A real world analog could be a cat where a cat learns from a system of rewards or punishments. If a cat uses a scratching post, it is rewarded with a treat which, over time, teaches the cat to repeat this positive behavior. If the cat scratches on a couch, it is punished and over time, it learns to not behave in that way.
A computing example that uses rewards and punishments is the Alpha Go system that has beaten the world’s best Go champions. It can initially be taught, using supervised learning, what strategies to employ and then benefits from reinforcement learning during actual games where it can analyze positive and negative outcomes of its strategies and even come up with more efficient, rewarding strategies. Reinforcement learning has no real practical place in IDP since automation tasks can be pre-defined as inputs and proper outcomes.
Unsupervised Learning
The last is unsupervised learning and the fact is, it is not really learning at all. Just like humans, the ability to learn without instruction or feedback is not possible. However, there are ways to make inferences, just as we can make observations and conclusions based upon no instruction or feedback.
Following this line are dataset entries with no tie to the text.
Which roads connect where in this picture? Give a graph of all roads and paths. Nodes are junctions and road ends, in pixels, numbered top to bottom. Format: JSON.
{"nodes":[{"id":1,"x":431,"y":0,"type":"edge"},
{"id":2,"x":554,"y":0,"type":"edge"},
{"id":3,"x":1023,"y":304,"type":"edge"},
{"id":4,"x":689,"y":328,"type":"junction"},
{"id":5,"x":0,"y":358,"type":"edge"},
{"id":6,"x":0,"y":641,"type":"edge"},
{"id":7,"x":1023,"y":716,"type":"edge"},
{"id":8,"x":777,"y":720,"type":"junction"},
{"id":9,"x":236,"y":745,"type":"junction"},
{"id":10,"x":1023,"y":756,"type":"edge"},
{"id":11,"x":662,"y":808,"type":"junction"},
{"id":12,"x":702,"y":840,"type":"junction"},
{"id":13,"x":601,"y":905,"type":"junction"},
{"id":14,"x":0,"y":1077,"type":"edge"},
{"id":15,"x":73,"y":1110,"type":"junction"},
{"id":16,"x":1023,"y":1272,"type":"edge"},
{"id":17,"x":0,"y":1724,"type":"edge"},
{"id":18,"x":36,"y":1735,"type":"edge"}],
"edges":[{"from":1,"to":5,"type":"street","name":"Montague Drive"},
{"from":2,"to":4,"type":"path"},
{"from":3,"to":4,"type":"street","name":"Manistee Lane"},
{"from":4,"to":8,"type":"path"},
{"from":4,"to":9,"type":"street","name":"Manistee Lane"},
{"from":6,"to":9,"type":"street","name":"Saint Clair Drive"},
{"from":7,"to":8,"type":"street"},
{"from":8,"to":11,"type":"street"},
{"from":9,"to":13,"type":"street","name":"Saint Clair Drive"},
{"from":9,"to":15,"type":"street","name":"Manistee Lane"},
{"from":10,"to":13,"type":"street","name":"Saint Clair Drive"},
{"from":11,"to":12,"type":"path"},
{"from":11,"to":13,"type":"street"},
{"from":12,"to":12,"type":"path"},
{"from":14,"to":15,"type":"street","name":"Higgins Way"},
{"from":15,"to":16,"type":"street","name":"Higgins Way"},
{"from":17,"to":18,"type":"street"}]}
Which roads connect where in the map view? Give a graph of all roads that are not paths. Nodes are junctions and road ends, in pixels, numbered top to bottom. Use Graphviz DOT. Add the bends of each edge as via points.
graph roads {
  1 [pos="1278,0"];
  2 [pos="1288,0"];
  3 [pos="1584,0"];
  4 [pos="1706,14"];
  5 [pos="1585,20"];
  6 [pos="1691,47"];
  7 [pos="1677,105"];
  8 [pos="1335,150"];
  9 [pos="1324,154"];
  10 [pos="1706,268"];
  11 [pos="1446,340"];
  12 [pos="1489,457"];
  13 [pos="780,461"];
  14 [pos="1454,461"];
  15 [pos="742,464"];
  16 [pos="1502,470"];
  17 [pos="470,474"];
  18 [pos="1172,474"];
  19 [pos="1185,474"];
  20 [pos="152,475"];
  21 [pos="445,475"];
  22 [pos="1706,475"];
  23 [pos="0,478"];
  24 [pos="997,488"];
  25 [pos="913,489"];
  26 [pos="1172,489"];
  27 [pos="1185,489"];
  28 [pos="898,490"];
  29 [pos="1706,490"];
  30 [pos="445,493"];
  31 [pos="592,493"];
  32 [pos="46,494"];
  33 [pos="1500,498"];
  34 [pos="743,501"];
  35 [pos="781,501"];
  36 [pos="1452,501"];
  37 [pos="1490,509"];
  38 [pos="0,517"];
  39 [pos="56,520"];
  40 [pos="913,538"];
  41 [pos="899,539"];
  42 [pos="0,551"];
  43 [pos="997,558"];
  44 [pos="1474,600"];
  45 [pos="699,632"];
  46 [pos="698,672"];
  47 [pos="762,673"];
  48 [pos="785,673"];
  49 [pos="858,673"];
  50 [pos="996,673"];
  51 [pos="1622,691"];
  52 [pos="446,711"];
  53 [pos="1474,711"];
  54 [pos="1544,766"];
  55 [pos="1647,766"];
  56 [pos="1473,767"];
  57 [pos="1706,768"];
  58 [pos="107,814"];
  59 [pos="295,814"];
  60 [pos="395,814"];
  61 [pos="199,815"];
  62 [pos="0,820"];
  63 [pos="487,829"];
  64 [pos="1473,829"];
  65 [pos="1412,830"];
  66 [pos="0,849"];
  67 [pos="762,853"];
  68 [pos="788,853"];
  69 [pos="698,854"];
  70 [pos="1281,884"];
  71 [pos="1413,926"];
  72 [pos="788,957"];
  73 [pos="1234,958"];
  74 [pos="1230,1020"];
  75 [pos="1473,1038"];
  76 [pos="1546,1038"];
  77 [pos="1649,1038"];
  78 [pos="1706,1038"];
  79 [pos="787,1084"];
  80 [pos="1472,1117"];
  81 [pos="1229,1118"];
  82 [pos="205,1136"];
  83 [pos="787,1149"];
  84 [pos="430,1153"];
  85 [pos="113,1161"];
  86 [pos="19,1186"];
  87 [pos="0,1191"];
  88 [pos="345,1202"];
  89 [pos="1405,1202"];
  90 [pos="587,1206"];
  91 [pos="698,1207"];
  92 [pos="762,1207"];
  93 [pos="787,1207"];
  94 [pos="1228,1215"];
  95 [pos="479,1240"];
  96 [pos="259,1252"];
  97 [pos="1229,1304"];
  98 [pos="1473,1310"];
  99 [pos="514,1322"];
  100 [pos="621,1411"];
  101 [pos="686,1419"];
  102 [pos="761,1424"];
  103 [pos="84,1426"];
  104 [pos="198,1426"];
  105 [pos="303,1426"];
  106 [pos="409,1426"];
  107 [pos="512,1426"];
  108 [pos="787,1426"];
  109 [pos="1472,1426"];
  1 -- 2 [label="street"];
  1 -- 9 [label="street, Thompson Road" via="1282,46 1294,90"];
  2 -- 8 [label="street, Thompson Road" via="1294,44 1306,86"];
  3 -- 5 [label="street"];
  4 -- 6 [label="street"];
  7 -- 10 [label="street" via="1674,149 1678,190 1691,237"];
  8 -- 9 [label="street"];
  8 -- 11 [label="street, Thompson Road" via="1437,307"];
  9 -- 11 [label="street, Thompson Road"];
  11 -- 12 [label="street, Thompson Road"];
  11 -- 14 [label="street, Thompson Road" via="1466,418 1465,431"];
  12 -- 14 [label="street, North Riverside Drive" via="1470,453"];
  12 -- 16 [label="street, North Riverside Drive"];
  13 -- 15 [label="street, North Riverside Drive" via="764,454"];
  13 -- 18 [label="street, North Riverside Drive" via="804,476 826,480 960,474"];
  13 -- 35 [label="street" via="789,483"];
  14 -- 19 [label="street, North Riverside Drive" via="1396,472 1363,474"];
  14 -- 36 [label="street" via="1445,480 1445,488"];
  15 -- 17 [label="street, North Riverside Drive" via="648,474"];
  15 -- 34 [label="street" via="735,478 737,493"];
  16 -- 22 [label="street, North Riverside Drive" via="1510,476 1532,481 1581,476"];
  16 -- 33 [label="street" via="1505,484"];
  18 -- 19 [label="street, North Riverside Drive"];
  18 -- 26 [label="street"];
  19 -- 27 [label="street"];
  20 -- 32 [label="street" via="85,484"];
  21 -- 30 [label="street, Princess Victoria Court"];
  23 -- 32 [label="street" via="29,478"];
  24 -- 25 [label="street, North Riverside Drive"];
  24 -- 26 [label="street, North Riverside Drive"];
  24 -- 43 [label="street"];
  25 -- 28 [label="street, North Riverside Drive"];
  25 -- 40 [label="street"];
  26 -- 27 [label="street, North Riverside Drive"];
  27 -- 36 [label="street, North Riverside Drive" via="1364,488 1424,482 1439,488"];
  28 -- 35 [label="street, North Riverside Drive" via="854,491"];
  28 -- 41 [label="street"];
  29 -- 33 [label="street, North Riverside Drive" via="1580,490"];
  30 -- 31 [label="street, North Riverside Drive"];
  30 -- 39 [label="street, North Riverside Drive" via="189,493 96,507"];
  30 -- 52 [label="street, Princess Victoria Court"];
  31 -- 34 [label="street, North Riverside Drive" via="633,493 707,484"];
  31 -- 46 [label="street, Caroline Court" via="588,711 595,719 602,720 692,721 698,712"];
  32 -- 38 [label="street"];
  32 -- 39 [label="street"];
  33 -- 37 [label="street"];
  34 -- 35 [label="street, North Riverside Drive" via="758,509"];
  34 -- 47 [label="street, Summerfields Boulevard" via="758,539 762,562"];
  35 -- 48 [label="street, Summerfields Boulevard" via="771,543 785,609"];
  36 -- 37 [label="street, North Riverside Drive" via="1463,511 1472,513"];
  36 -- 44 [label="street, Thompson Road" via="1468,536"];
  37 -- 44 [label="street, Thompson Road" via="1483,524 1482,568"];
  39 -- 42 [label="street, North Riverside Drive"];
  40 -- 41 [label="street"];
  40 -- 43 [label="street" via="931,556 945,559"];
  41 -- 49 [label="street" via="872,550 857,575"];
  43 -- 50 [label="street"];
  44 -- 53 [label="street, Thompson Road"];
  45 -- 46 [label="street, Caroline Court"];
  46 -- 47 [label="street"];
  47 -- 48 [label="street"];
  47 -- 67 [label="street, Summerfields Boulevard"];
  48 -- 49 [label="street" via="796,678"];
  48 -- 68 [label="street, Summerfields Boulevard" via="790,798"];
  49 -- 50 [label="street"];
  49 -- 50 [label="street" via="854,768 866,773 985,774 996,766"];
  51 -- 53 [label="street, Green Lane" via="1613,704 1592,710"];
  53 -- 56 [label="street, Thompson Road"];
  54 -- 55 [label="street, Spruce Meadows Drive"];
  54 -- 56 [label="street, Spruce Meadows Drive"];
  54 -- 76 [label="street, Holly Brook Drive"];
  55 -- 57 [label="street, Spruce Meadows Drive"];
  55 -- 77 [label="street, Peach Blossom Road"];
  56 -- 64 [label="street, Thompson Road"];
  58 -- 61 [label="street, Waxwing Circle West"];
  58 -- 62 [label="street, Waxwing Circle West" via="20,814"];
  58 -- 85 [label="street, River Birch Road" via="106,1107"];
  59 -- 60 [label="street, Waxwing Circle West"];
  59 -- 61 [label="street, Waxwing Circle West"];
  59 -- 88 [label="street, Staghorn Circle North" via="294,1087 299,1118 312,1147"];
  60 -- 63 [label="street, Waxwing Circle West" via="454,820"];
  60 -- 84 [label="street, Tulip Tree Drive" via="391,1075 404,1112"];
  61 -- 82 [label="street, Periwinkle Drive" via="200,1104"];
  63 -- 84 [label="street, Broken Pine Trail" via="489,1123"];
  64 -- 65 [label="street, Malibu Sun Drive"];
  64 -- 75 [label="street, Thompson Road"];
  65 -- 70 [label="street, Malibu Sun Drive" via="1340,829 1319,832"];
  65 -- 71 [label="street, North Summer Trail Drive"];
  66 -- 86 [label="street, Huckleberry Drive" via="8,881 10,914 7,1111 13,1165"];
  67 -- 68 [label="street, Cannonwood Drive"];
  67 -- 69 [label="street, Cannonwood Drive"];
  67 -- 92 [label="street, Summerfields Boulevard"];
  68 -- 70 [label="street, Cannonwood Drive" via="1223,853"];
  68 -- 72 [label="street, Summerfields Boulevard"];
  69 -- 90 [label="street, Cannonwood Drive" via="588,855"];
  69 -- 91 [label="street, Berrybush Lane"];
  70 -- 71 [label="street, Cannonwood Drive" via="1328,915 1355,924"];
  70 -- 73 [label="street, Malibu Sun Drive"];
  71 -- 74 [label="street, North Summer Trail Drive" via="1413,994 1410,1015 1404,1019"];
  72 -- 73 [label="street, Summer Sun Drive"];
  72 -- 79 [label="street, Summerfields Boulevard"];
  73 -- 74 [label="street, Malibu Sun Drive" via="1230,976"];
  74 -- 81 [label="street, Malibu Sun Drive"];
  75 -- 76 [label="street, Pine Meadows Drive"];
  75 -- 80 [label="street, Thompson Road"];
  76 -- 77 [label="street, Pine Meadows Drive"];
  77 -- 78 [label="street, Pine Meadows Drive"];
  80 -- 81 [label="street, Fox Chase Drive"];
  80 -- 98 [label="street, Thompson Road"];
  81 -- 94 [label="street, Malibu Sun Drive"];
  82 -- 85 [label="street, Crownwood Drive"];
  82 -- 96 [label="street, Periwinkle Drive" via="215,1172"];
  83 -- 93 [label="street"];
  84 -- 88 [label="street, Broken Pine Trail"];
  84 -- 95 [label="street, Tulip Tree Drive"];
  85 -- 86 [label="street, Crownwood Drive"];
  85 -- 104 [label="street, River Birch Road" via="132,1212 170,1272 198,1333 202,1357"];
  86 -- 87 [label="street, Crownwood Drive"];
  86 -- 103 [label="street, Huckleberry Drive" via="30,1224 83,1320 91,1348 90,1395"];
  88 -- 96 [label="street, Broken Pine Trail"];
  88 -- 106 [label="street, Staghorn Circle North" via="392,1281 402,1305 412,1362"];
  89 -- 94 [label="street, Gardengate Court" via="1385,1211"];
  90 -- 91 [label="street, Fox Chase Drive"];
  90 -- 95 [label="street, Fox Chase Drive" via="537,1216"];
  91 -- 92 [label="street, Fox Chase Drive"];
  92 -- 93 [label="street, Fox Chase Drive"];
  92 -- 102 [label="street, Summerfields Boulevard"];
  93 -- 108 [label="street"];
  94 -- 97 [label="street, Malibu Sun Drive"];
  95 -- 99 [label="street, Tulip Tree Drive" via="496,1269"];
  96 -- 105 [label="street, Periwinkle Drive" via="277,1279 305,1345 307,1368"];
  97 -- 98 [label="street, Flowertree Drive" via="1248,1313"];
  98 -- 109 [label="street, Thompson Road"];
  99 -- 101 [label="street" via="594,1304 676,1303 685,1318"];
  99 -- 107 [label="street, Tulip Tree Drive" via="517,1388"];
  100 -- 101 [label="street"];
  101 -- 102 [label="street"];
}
As an example, without having to understand different document types, I can easily sort documents by likeness. I don’t even need to understand the language to get them mostly correct.
In computing the “unsupervised learning” algorithms such as clustering and regression operate in a similar way, noting patterns and making actions based upon those patterns. Unlike other forms of learning, the system does not get better or more efficient since there isn’t anything providing input to do so.
Discovery of Key Input Attributes
In all the true forms of learning techniques, whether through supervised or reinforcement, the underlying behavior is the discovery of key attributes of the inputs that provide the most reliable paths to producing the ideal, correct output.
In IDP, it’s all about using machine learning to discover document features, whether these are text, handwriting, structural or graphical that are key to performing a task. The ultimate benefit is that you spend more time working on the requirements in the form of good input data and more time examining the results. And much less time with all the pain and hassle in-between.